Segment Start: RECORD SET

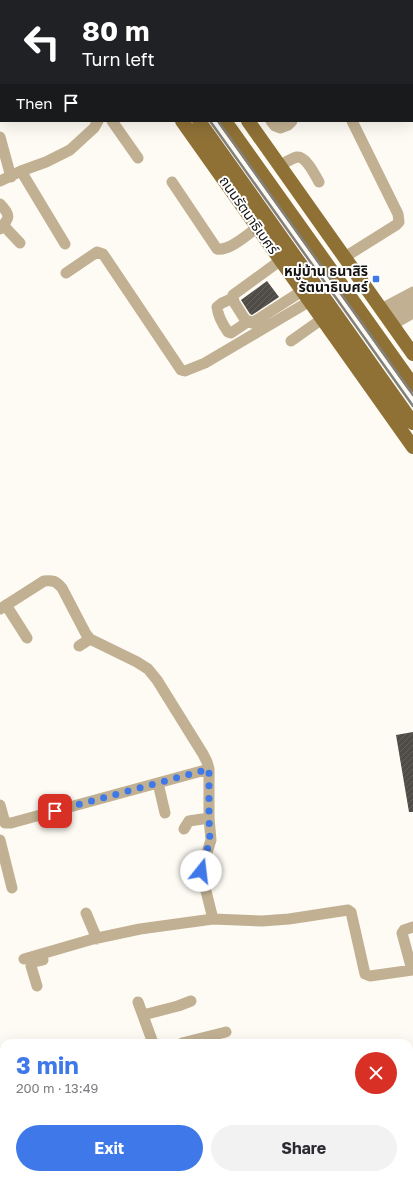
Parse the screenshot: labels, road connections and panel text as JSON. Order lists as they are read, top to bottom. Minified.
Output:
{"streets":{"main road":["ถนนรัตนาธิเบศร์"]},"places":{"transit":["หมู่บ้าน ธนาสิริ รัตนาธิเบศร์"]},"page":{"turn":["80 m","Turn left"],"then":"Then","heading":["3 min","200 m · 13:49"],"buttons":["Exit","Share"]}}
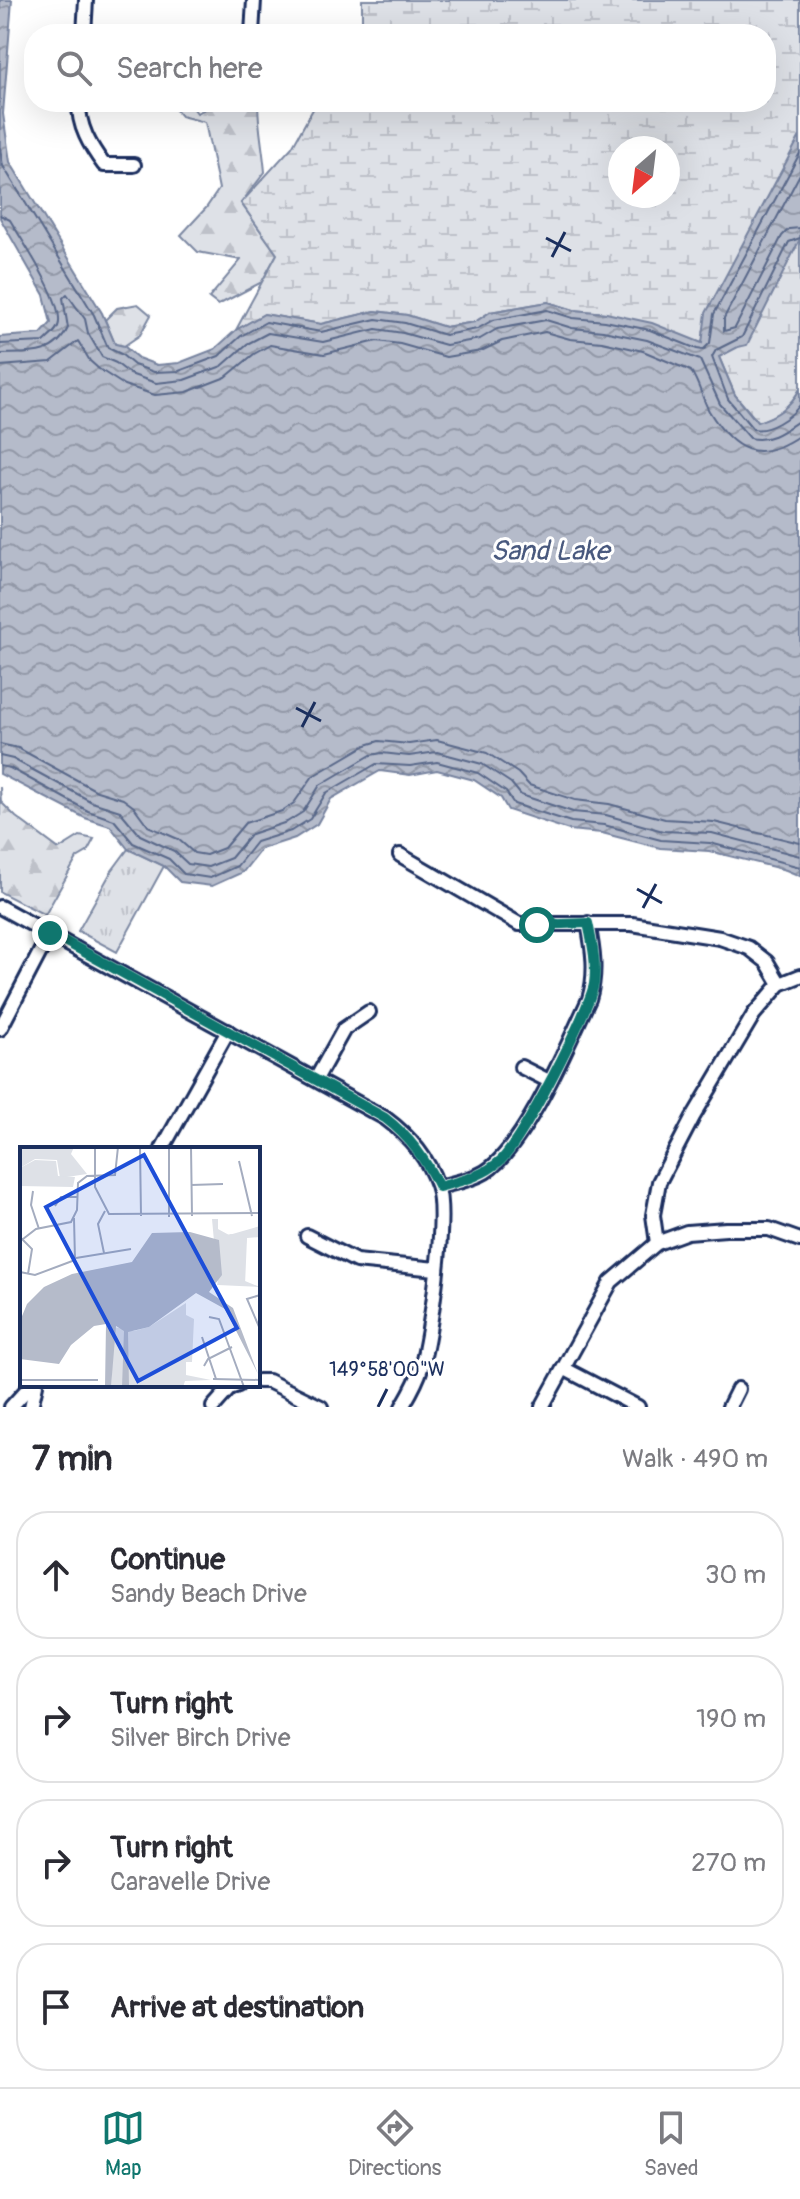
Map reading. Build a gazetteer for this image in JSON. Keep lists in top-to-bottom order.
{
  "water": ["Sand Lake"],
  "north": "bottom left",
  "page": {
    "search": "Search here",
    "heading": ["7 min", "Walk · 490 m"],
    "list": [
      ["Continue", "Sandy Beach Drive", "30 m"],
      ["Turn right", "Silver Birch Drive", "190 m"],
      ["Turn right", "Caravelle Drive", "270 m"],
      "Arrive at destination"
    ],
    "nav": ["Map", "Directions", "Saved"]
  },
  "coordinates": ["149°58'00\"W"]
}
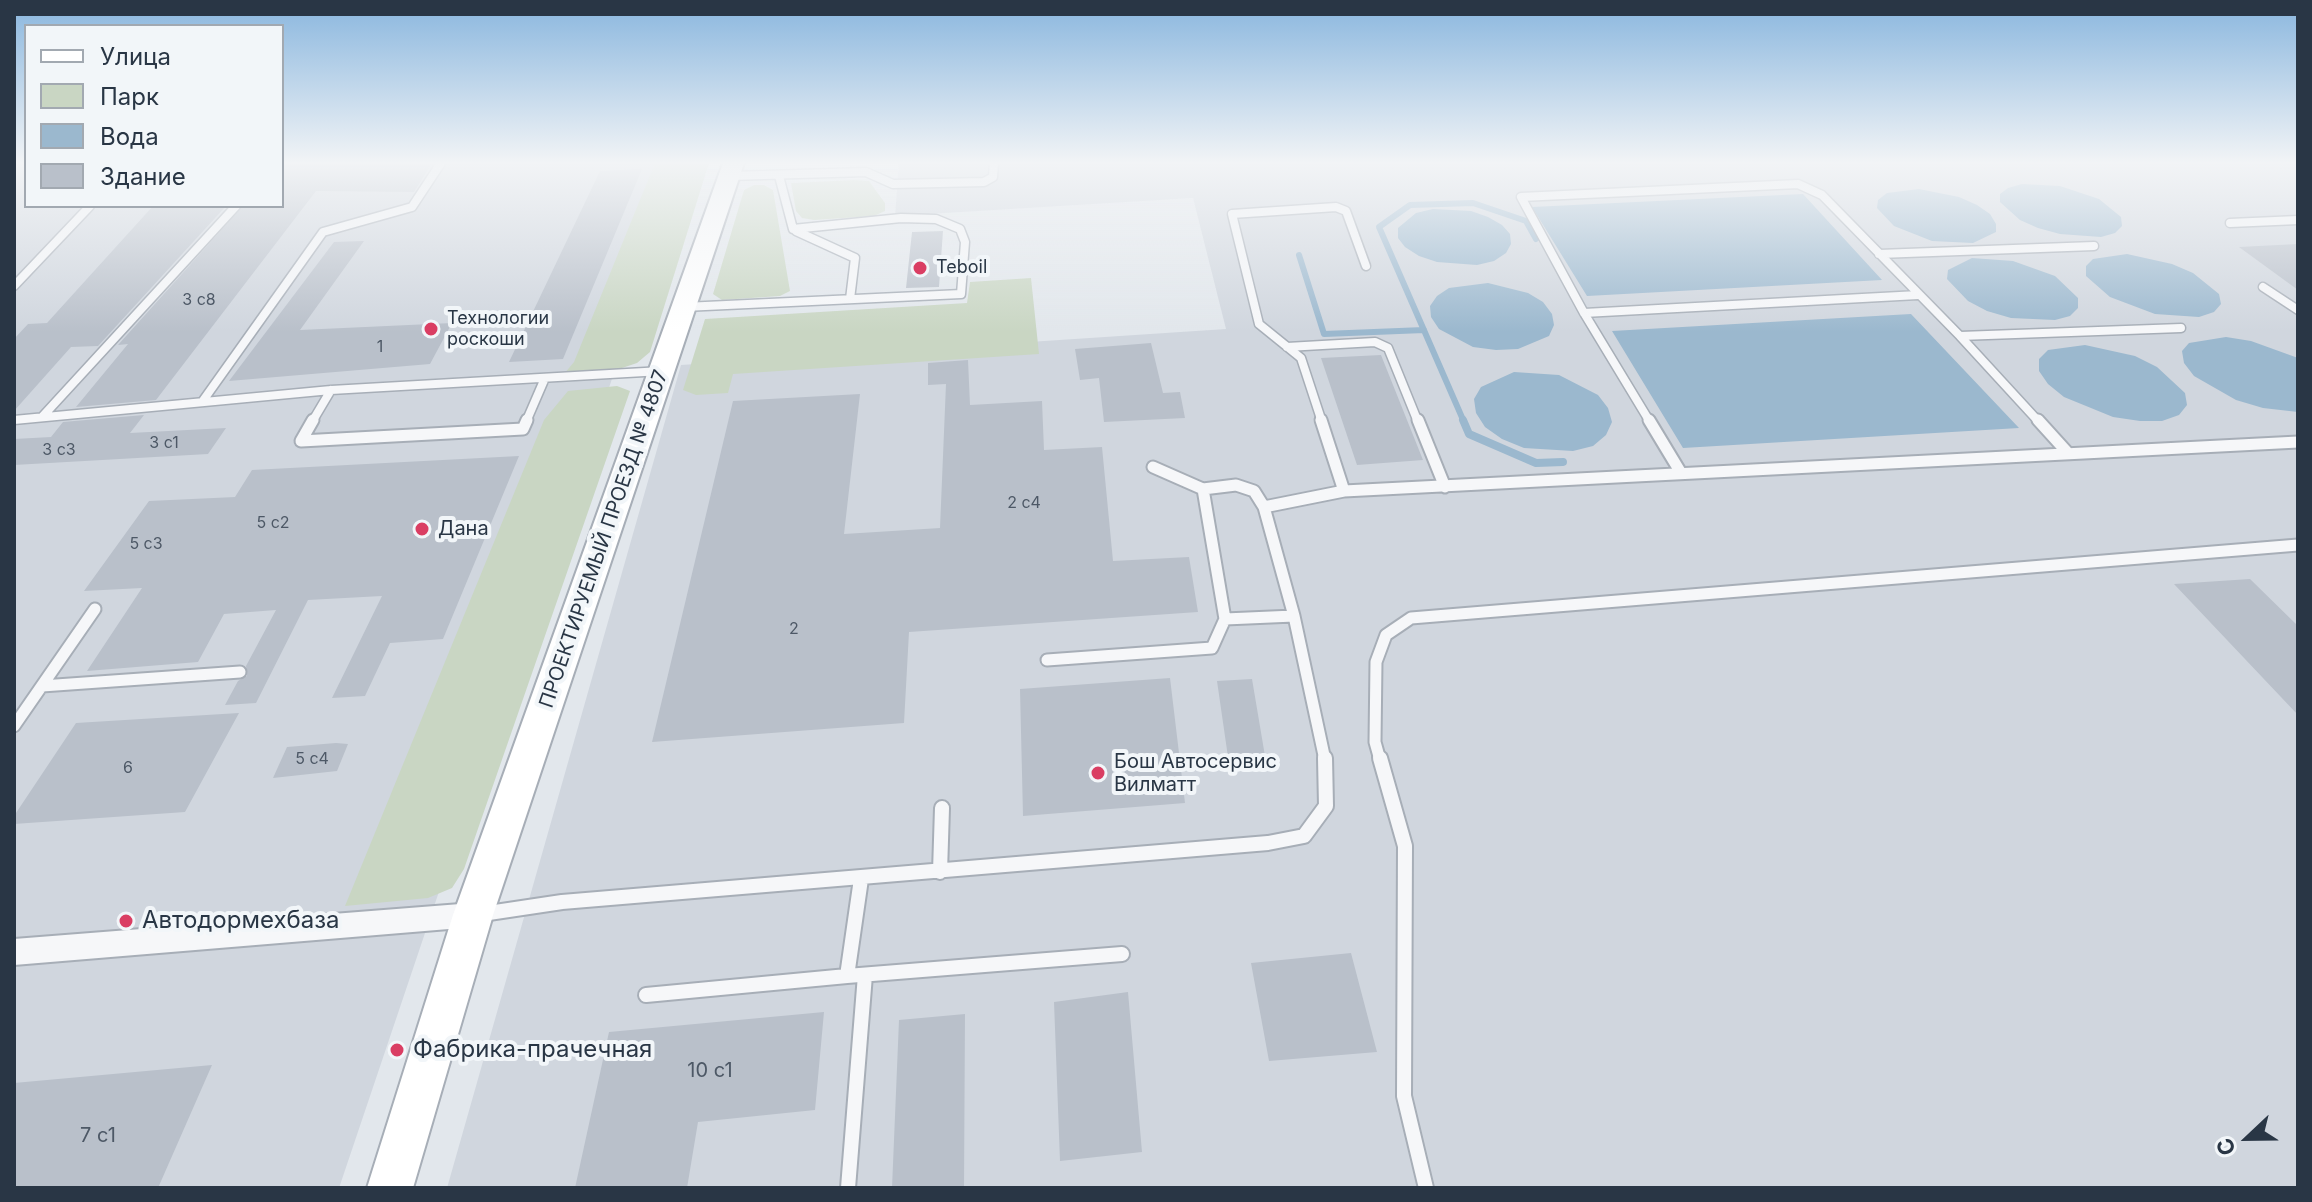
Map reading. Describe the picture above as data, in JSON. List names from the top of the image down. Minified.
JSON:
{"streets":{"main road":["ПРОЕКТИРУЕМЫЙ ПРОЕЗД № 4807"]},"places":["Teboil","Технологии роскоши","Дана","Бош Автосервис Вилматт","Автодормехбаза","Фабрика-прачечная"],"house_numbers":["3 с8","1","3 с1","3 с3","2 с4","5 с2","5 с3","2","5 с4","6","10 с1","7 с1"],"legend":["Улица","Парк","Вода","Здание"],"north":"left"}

Segment End: RECORD SET

▶ **DIRECTIONS**:
The full data, repeated exactly and stripped of its pictures, is the expected answer.

▶ **SOLUTION BELOW**:
Parse the screenshot: labels, road connections and panel text as JSON. Order lists as they are read, top to bottom. Minified.
Output:
{"streets":{"main road":["ถนนรัตนาธิเบศร์"]},"places":{"transit":["หมู่บ้าน ธนาสิริ รัตนาธิเบศร์"]},"page":{"turn":["80 m","Turn left"],"then":"Then","heading":["3 min","200 m · 13:49"],"buttons":["Exit","Share"]}}
Map reading. Build a gazetteer for this image in JSON. Keep lists in top-to-bottom order.
{
  "water": ["Sand Lake"],
  "north": "bottom left",
  "page": {
    "search": "Search here",
    "heading": ["7 min", "Walk · 490 m"],
    "list": [
      ["Continue", "Sandy Beach Drive", "30 m"],
      ["Turn right", "Silver Birch Drive", "190 m"],
      ["Turn right", "Caravelle Drive", "270 m"],
      "Arrive at destination"
    ],
    "nav": ["Map", "Directions", "Saved"]
  },
  "coordinates": ["149°58'00\"W"]
}
Map reading. Describe the picture above as data, in JSON. List names from the top of the image down. Minified.
JSON:
{"streets":{"main road":["ПРОЕКТИРУЕМЫЙ ПРОЕЗД № 4807"]},"places":["Teboil","Технологии роскоши","Дана","Бош Автосервис Вилматт","Автодормехбаза","Фабрика-прачечная"],"house_numbers":["3 с8","1","3 с1","3 с3","2 с4","5 с2","5 с3","2","5 с4","6","10 с1","7 с1"],"legend":["Улица","Парк","Вода","Здание"],"north":"left"}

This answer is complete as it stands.